CLÁUSULAS CONTRATUAIS ESSENCIAIS DE ACORDO COM A LGPD

              A Lei Geral de Proteção de Dados (LGPD) estabelece regras específicas para o tratamento de dados pessoais no Brasil. Ao redigir um contrato que envolve o tratamento de dados pessoais, é importante incluir cláusulas que estejam em conformidade com os princípios e diretrizes da LGPD. Aqui estão algumas cláusulas essenciais que um contrato adequado à LGPD deve conter:

  1. Definições claras: O contrato deve definir os termos relacionados a dados pessoais, tratamento, controlador, operador e demais conceitos relevantes para evitar ambiguidades.
  2. Objetivos e finalidades do tratamento: Deve ficar explícito no contrato quais são os propósitos específicos para os quais os dados pessoais serão coletados e tratados. Isso garante que o tratamento seja limitado ao que é necessário e justificado.
  3. Base legal para o tratamento: Deve ser especificado qual a base legal que legitima o tratamento dos dados pessoais, como consentimento, cumprimento de contrato, obrigação legal, proteção de interesses vitais, exercício regular de direitos em processo judicial, entre outras.
  4. Responsabilidades das partes: O contrato deve deixar claro qual é o papel e a responsabilidade de cada parte envolvida no tratamento de dados.
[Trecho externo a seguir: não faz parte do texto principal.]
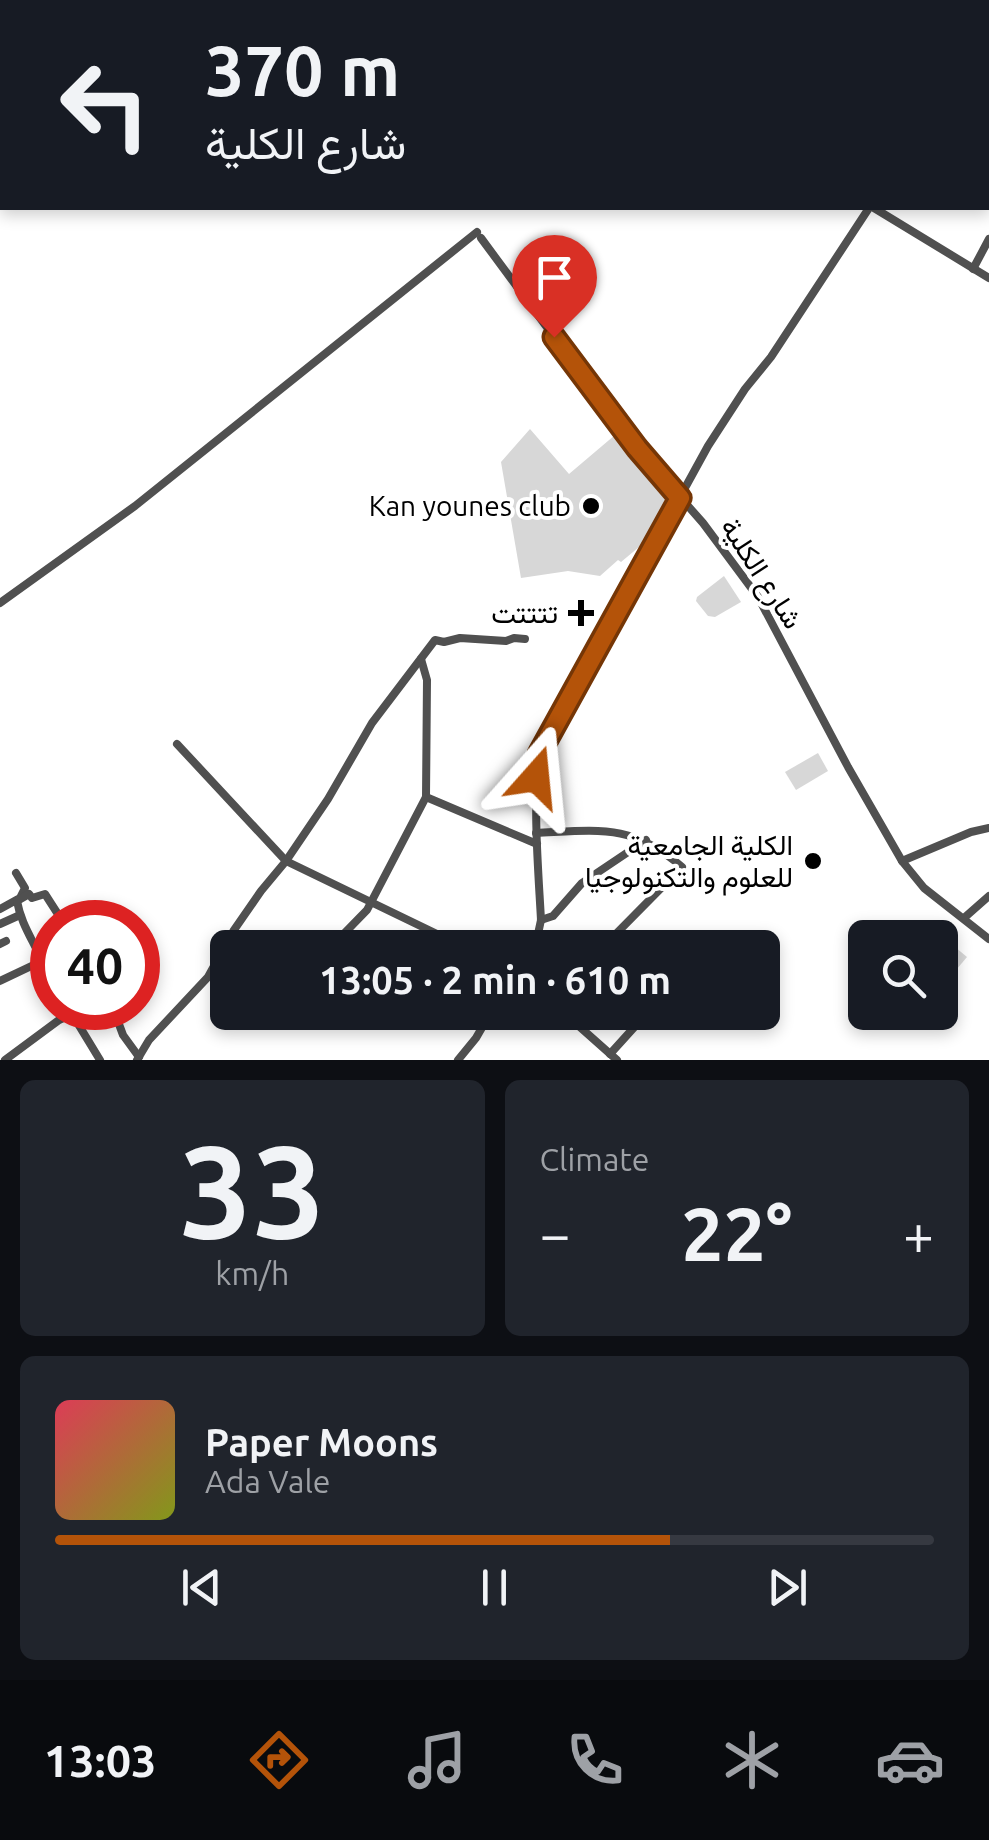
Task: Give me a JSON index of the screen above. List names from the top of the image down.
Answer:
{
  "streets": {
    "street": ["شارع الكلية"]
  },
  "places": {
    "other": ["Kan younes club", "الكلية الجامعية للعلوم والتكنولوجيا"],
    "health": ["تتتتت"]
  },
  "page": {
    "turn": ["370 m", "شارع الكلية"],
    "limit": "40",
    "trip": "13:05 · 2 min · 610 m",
    "tile": [
      ["33", "km/h"],
      "Climate"
    ],
    "heat": ["−", "22°", "+"],
    "song": ["Paper Moons", "Ada Vale"],
    "tabs": "13:03"
  }
}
O controlador é responsável por definir os propósitos e meios do tratamento, enquanto o operador executa o tratamento de acordo com as instruções do controlador.
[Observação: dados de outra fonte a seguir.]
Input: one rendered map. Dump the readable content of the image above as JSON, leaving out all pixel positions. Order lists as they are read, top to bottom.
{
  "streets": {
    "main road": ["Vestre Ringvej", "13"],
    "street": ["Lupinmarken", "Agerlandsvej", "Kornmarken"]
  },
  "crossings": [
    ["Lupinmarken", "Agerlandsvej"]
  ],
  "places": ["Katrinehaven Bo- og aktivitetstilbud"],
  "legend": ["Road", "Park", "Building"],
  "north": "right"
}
  5. Medidas de segurança: O contrato deve estabelecer as medidas de segurança técnicas e organizacionais que serão adotadas para proteger os dados pessoais contra acessos não autorizados, perdas ou vazamentos.
  6. Transferência internacional de dados: Caso haja transferência de dados pessoais para outro país, o contrato deve prever cláusulas específicas para garantir que a transferência esteja em conformidade com a LGPD.
  7. Prazo de retenção: Deve ser especificado por quanto tempo os dados pessoais serão mantidos. A retenção deve ser limitada ao tempo necessário para atingir os propósitos do tratamento.
  8. Direitos dos titulares dos dados: O contrato deve reconhecer e garantir os direitos dos titulares dos dados, como o direito de acesso, retificação, exclusão, portabilidade e o direito de revogar o consentimento.
  9. Comunicação de incidentes: Caso ocorra um incidente de segurança que possa comprometer os dados pessoais, o contrato deve estabelecer a obrigação de notificar as partes afetadas de acordo com os prazos e procedimentos estabelecidos pela LGPD.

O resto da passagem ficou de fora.